**EXERCISE PROMPT**
Give back every record exactly, with its pictures left out.

**SUPPLIED ENTRIES**

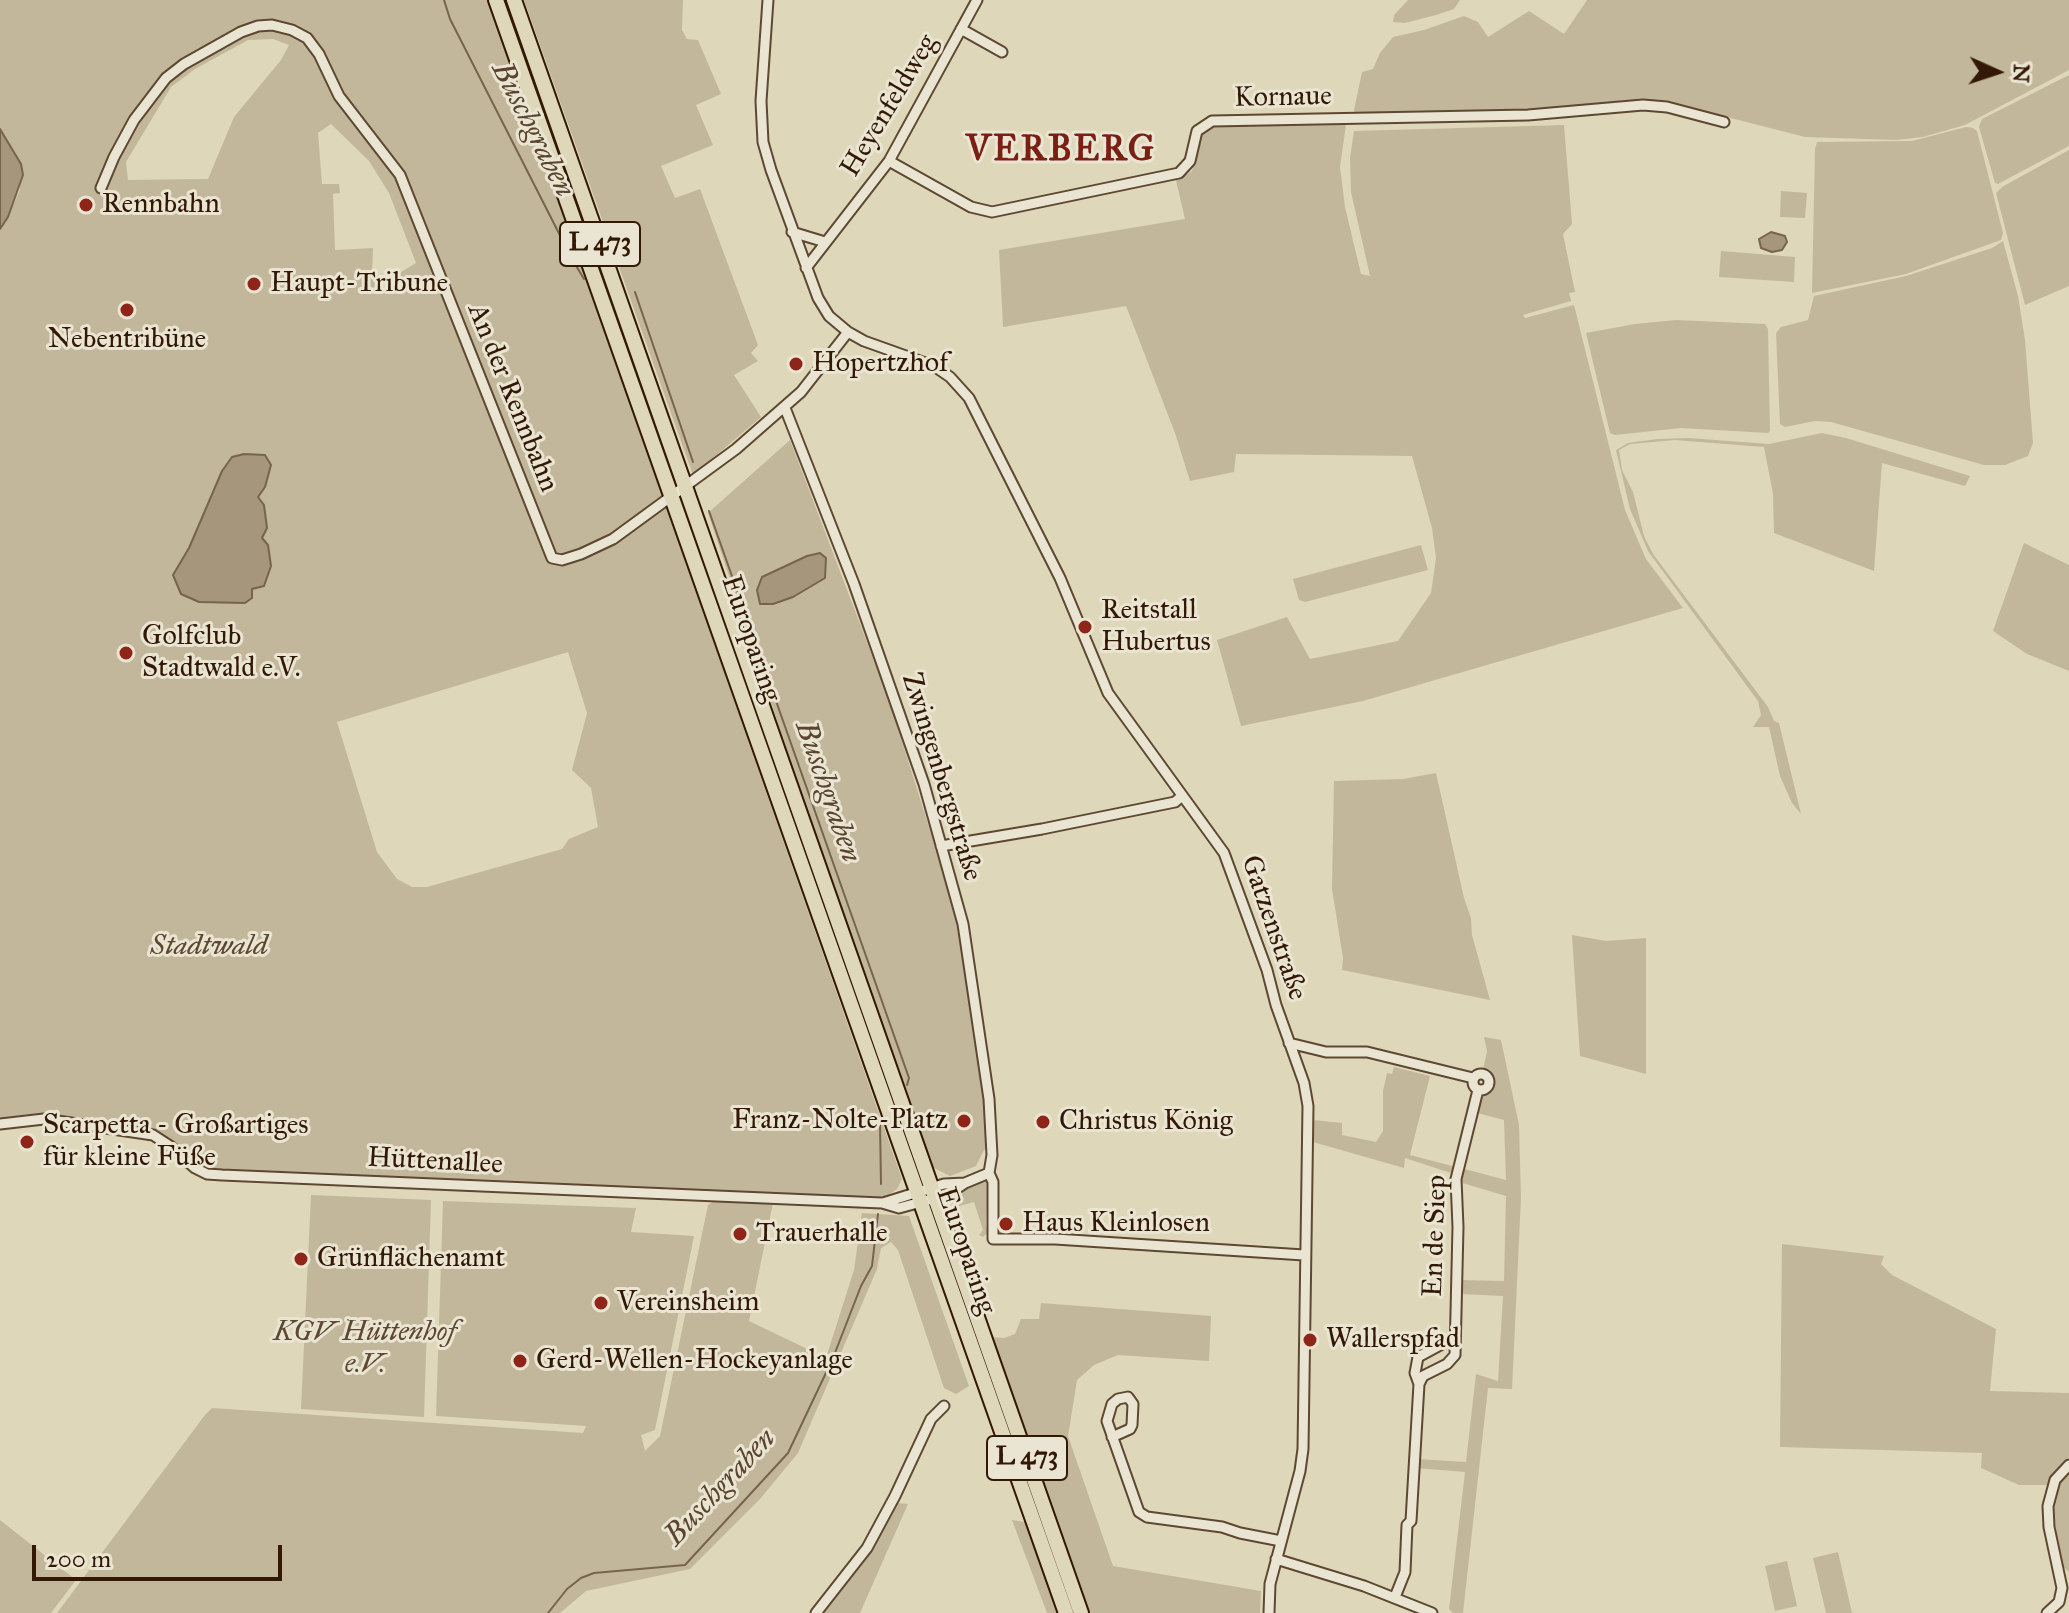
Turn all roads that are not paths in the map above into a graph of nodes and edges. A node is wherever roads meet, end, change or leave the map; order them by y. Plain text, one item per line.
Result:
1 (496, 0) edge
2 (514, 0) edge
3 (768, 0) edge
4 (977, 0) edge
5 (961, 29) junction
6 (1002, 52) dead end
7 (1724, 122) dead end
8 (889, 161) junction
9 (101, 188) dead end
10 (792, 232) junction
11 (825, 242) junction
12 (806, 268) junction
13 (848, 332) junction
14 (785, 408) junction
15 (679, 492) junction
16 (1182, 796) junction
17 (941, 846) junction
18 (1289, 1043) junction
19 (1473, 1078) junction
20 (1478, 1090) junction
21 (0, 1124) edge
22 (989, 1173) junction
23 (926, 1195) junction
24 (1304, 1255) junction
25 (1455, 1337) junction
26 (1419, 1384) junction
27 (944, 1406) dead end
28 (1112, 1437) dead end
29 (2069, 1465) edge
30 (1281, 1541) junction
31 (1276, 1559) junction
32 (1395, 1597) junction
33 (816, 1613) edge
34 (1066, 1613) edge
35 (1081, 1613) edge
36 (1269, 1613) edge
37 (1432, 1613) edge
38 (2047, 1613) edge

1 - 15 main road, Europaring / L 473
2 - 15 main road, Europaring / L 473
3 - 10 street
4 - 5 street, Heyenfeldweg
5 - 6 street, Heyenfeldweg
5 - 8 street, Heyenfeldweg
7 - 8 street, Kornaue
8 - 11 street, Heyenfeldweg
9 - 15 street, An der Rennbahn
10 - 11 street
10 - 12 street
11 - 12 street, Heyenfeldweg
12 - 13 street, Gatzenstraße
13 - 14 street
13 - 16 street, Gatzenstraße
14 - 15 street
14 - 17 street, Zwingenbergstraße
15 - 23 main road, Europaring / L 473
16 - 17 street
16 - 18 street, Gatzenstraße
17 - 22 street, Zwingenbergstraße
18 - 19 street
18 - 24 street, Gatzenstraße
19 - 20 street
19 - 20 street
20 - 25 street, En de Siep
21 - 23 street, Hüttenallee
22 - 23 street
22 - 24 street, Zwingenbergstraße
23 - 34 main road, Europaring / L 473
23 - 35 main road, Europaring / L 473
24 - 30 street, Gatzenstraße
25 - 26 street, En de Siep
25 - 26 street, En de Siep
26 - 32 street, En de Siep
27 - 33 street
28 - 30 street
29 - 38 street
30 - 31 street, Gatzenstraße
31 - 32 street
31 - 36 street, Gatzenstraße
32 - 37 street

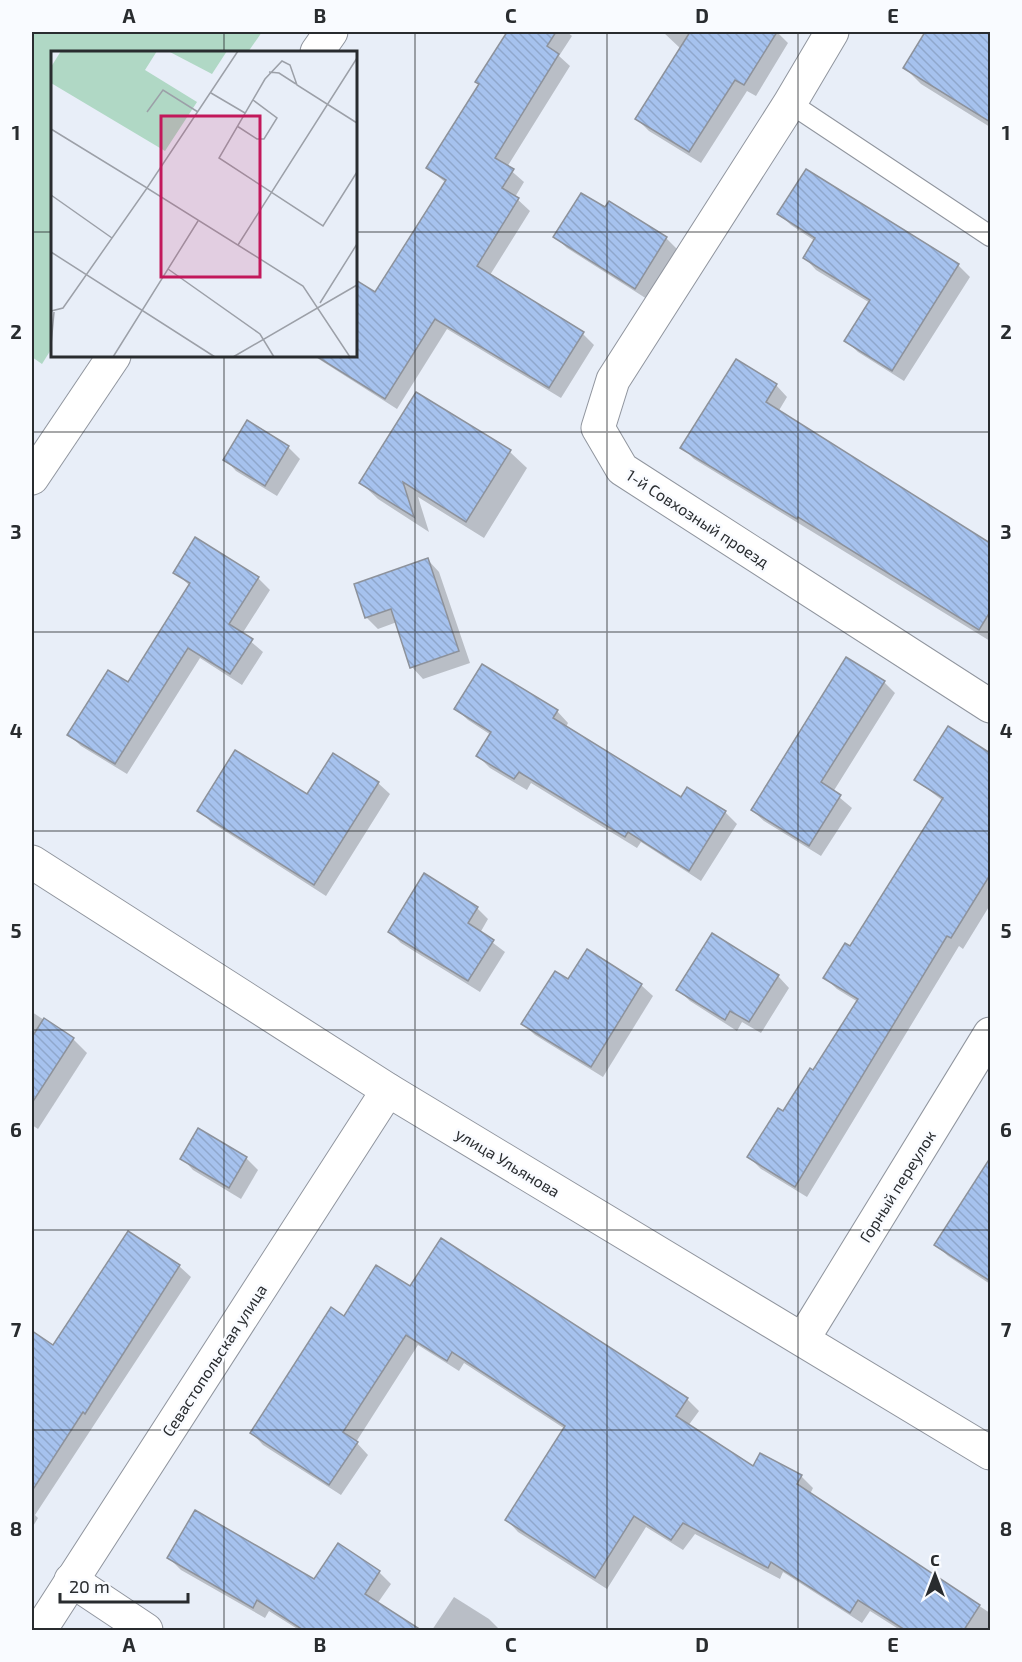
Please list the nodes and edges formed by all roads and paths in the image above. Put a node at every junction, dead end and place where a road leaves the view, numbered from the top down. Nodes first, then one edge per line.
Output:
1 (331, 32) edge
2 (831, 32) edge
3 (318, 51) edge
4 (790, 103) junction
5 (990, 236) edge
6 (113, 357) edge
7 (32, 478) edge
8 (990, 706) edge
9 (32, 862) edge
10 (990, 1034) edge
11 (388, 1090) junction
12 (803, 1339) junction
13 (990, 1453) edge
14 (71, 1580) junction
15 (40, 1630) edge
16 (146, 1630) edge

1 - 3 street
2 - 4 street, 1-й Совхозный проезд
4 - 5 lane
4 - 8 street, 1-й Совхозный проезд
6 - 7 street
9 - 11 street, улица Ульянова
10 - 12 street, Горный переулок
11 - 12 street, улица Ульянова
11 - 14 street, Севастопольская улица
12 - 13 street, улица Ульянова
14 - 15 street, Севастопольская улица
14 - 16 street

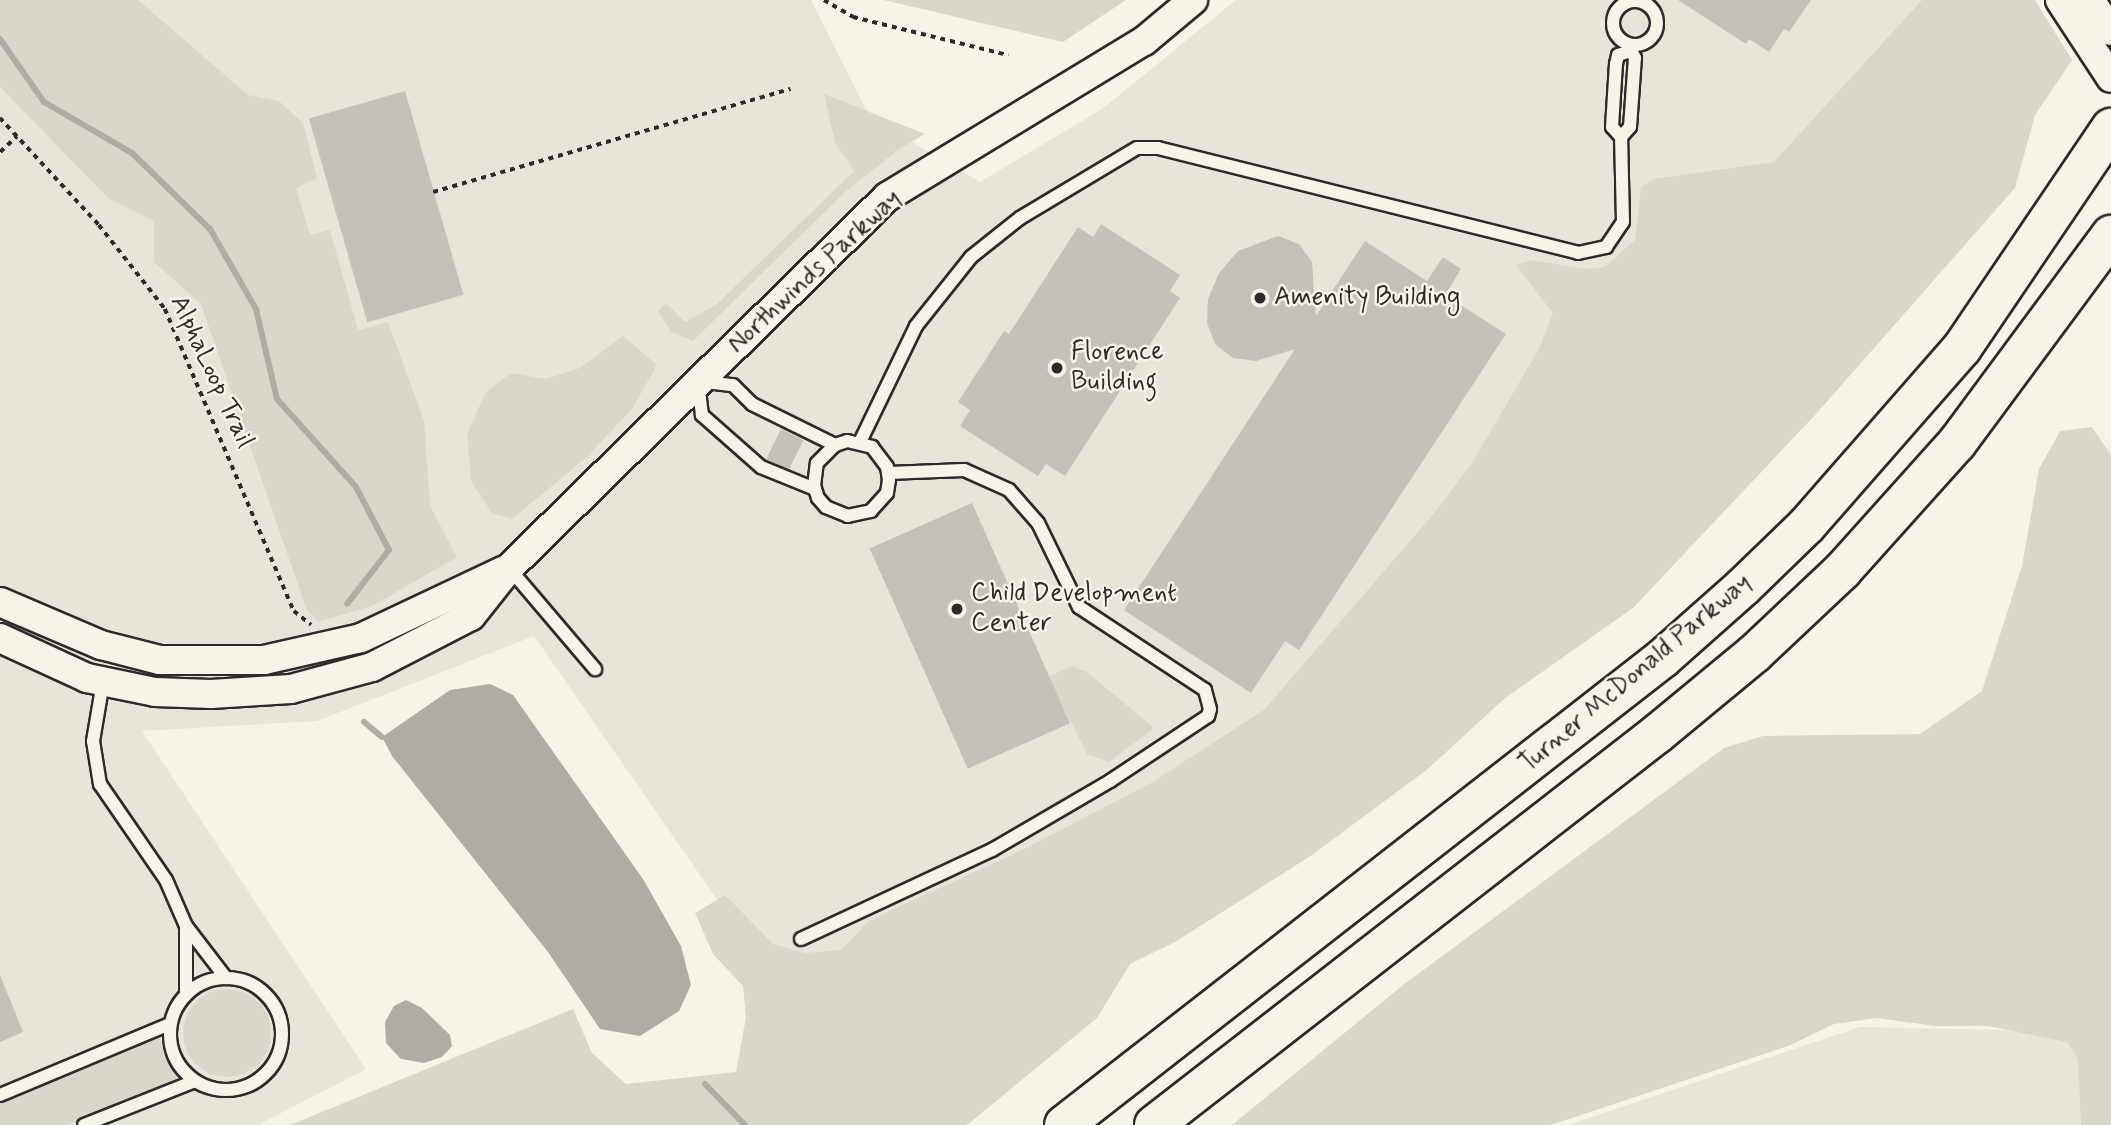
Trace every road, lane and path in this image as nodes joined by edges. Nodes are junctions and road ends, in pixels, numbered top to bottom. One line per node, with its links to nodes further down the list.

**ANSWER FOR THIS EXERCISE**
Turn all roads that are not paths in the map above into a graph of nodes and edges. A node is wherever roads meet, end, change or leave the map; order them by y. Plain text, one item per line.
Result:
1 (496, 0) edge
2 (514, 0) edge
3 (768, 0) edge
4 (977, 0) edge
5 (961, 29) junction
6 (1002, 52) dead end
7 (1724, 122) dead end
8 (889, 161) junction
9 (101, 188) dead end
10 (792, 232) junction
11 (825, 242) junction
12 (806, 268) junction
13 (848, 332) junction
14 (785, 408) junction
15 (679, 492) junction
16 (1182, 796) junction
17 (941, 846) junction
18 (1289, 1043) junction
19 (1473, 1078) junction
20 (1478, 1090) junction
21 (0, 1124) edge
22 (989, 1173) junction
23 (926, 1195) junction
24 (1304, 1255) junction
25 (1455, 1337) junction
26 (1419, 1384) junction
27 (944, 1406) dead end
28 (1112, 1437) dead end
29 (2069, 1465) edge
30 (1281, 1541) junction
31 (1276, 1559) junction
32 (1395, 1597) junction
33 (816, 1613) edge
34 (1066, 1613) edge
35 (1081, 1613) edge
36 (1269, 1613) edge
37 (1432, 1613) edge
38 (2047, 1613) edge

1 - 15 main road, Europaring / L 473
2 - 15 main road, Europaring / L 473
3 - 10 street
4 - 5 street, Heyenfeldweg
5 - 6 street, Heyenfeldweg
5 - 8 street, Heyenfeldweg
7 - 8 street, Kornaue
8 - 11 street, Heyenfeldweg
9 - 15 street, An der Rennbahn
10 - 11 street
10 - 12 street
11 - 12 street, Heyenfeldweg
12 - 13 street, Gatzenstraße
13 - 14 street
13 - 16 street, Gatzenstraße
14 - 15 street
14 - 17 street, Zwingenbergstraße
15 - 23 main road, Europaring / L 473
16 - 17 street
16 - 18 street, Gatzenstraße
17 - 22 street, Zwingenbergstraße
18 - 19 street
18 - 24 street, Gatzenstraße
19 - 20 street
19 - 20 street
20 - 25 street, En de Siep
21 - 23 street, Hüttenallee
22 - 23 street
22 - 24 street, Zwingenbergstraße
23 - 34 main road, Europaring / L 473
23 - 35 main road, Europaring / L 473
24 - 30 street, Gatzenstraße
25 - 26 street, En de Siep
25 - 26 street, En de Siep
26 - 32 street, En de Siep
27 - 33 street
28 - 30 street
29 - 38 street
30 - 31 street, Gatzenstraße
31 - 32 street
31 - 36 street, Gatzenstraße
32 - 37 street

Please list the nodes and edges formed by all roads and paths in the image above. Put a node at every junction, dead end and place where a road leaves the view, numbered from the top down. Nodes first, then one edge per line.
Output:
1 (331, 32) edge
2 (831, 32) edge
3 (318, 51) edge
4 (790, 103) junction
5 (990, 236) edge
6 (113, 357) edge
7 (32, 478) edge
8 (990, 706) edge
9 (32, 862) edge
10 (990, 1034) edge
11 (388, 1090) junction
12 (803, 1339) junction
13 (990, 1453) edge
14 (71, 1580) junction
15 (40, 1630) edge
16 (146, 1630) edge

1 - 3 street
2 - 4 street, 1-й Совхозный проезд
4 - 5 lane
4 - 8 street, 1-й Совхозный проезд
6 - 7 street
9 - 11 street, улица Ульянова
10 - 12 street, Горный переулок
11 - 12 street, улица Ульянова
11 - 14 street, Севастопольская улица
12 - 13 street, улица Ульянова
14 - 15 street, Севастопольская улица
14 - 16 street

Trace every road, lane and path in this image as nodes joined by edges. Nodes are junctions and road ends, in pixels, numbered top to bottom. One line per node, with its links to nodes further down the list.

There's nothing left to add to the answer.